Sphk1 promotes ulcerative colitis via activating JAK2/STAT3 signaling pathway

Ulcerative colitis (UC) is a chronic non-specific inflammatory disease of the colon and rectum. The cause of ulcerative colitis is still unclear, although there may be a hereditary factor. SphK1 has been reported to exhibit an inhibitory effect on the occurrence and development of inflammation; however, the association between SphK1 and the progression of UC remains unclear. The aim of the present study was to investigate the effect of Sphk1 on the progression of UC. The proliferation of RAW264.7 cells was determined using a Cell Counting Kit-8 assay and apoptosis was measured using flow cytometry. The levels of pro-inflammatory cytokines secreted by RAW264.7 cells were investigated using ELISA kits and the protein expression levels in RAW264.7 cells were examined by western blotting. A dextran sulfate sodium (DSS)-induced mouse model was established to investigate the effect of SphK1 on the progression of UC in vivo.
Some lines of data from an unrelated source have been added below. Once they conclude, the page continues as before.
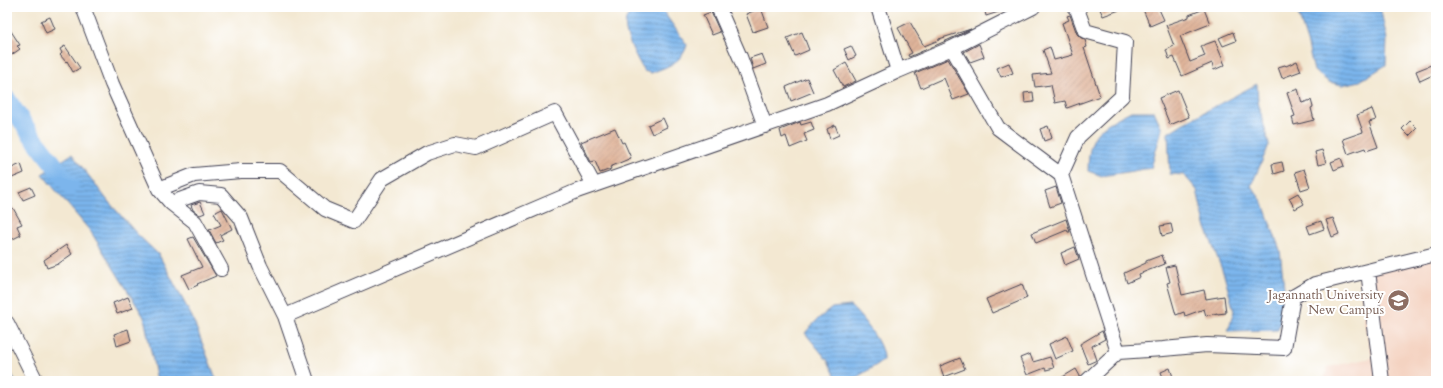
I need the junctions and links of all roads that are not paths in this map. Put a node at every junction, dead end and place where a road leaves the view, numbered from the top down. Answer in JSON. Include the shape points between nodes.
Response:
{"nodes":[{"id":1,"x":83,"y":7,"type":"edge"},
{"id":2,"x":718,"y":7,"type":"edge"},
{"id":3,"x":878,"y":7,"type":"edge"},
{"id":4,"x":1034,"y":7,"type":"edge"},
{"id":5,"x":1074,"y":7,"type":"edge"},
{"id":6,"x":952,"y":48,"type":"junction"},
{"id":7,"x":898,"y":71,"type":"junction"},
{"id":8,"x":765,"y":126,"type":"junction"},
{"id":9,"x":1061,"y":175,"type":"junction"},
{"id":10,"x":594,"y":185,"type":"junction"},
{"id":11,"x":159,"y":189,"type":"junction"},
{"id":12,"x":171,"y":203,"type":"junction"},
{"id":13,"x":1436,"y":254,"type":"edge"},
{"id":14,"x":221,"y":269,"type":"dead end"},
{"id":15,"x":1368,"y":271,"type":"junction"},
{"id":16,"x":285,"y":316,"type":"junction"},
{"id":17,"x":7,"y":323,"type":"edge"},
{"id":18,"x":1118,"y":352,"type":"junction"},
{"id":19,"x":36,"y":381,"type":"edge"},
{"id":20,"x":307,"y":381,"type":"edge"},
{"id":21,"x":1087,"y":381,"type":"edge"},
{"id":22,"x":1382,"y":381,"type":"edge"}],
"edges":[{"from":1,"to":11,"type":"street","via":[[112,84]]},
{"from":2,"to":8,"type":"street","via":[[740,57]]},
{"from":3,"to":7,"type":"street"},
{"from":4,"to":6,"type":"street"},
{"from":5,"to":9,"type":"street","via":[[1085,30],[1125,42],[1122,96],[1078,137]]},
{"from":6,"to":7,"type":"street"},
{"from":6,"to":9,"type":"street","via":[[998,128]]},
{"from":7,"to":8,"type":"street","via":[[827,104]]},
{"from":8,"to":10,"type":"street"},
{"from":9,"to":18,"type":"street"},
{"from":10,"to":11,"type":"street","via":[[555,113],[476,148],[455,144],[427,153],[382,178],[354,221],[325,209],[280,171],[194,175]]},
{"from":10,"to":16,"type":"street"},
{"from":11,"to":12,"type":"street"},
{"from":12,"to":14,"type":"street","via":[[195,222]]},
{"from":12,"to":16,"type":"street","via":[[199,193],[221,195],[241,218],[260,266]]},
{"from":13,"to":15,"type":"street"},
{"from":15,"to":18,"type":"street","via":[[1315,284],[1293,297],[1284,348],[1207,345]]},
{"from":15,"to":22,"type":"street"},
{"from":16,"to":20,"type":"street"},
{"from":17,"to":19,"type":"street"},
{"from":18,"to":21,"type":"street"}]}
Overexpression of Sphk1 significantly increased the proliferation and inhibited the apoptosis of RAW264.7 cells. Additionally, overexpression of Sphk1 increased the secretion of pro-inflammatory cytokines and activated the JAK2/STAT3 signaling pathway in RAW264.7 cells, and JSI-124 partially suppressed these effects. Furthermore, SphK1-small interfering RNA or JSI-124 partially rescued lipopolysaccharide-induced proliferation and pro-inflammatory effects on RAW264.7 cells. The SphK1 inhibitor (PF-543) had an inhibitory effect on DSS-induced UC mice. Sphk1 had significant pro-inflammatory effects on the progression of UC, and may thus be a potential novel therapeutic target for the treatment of UC.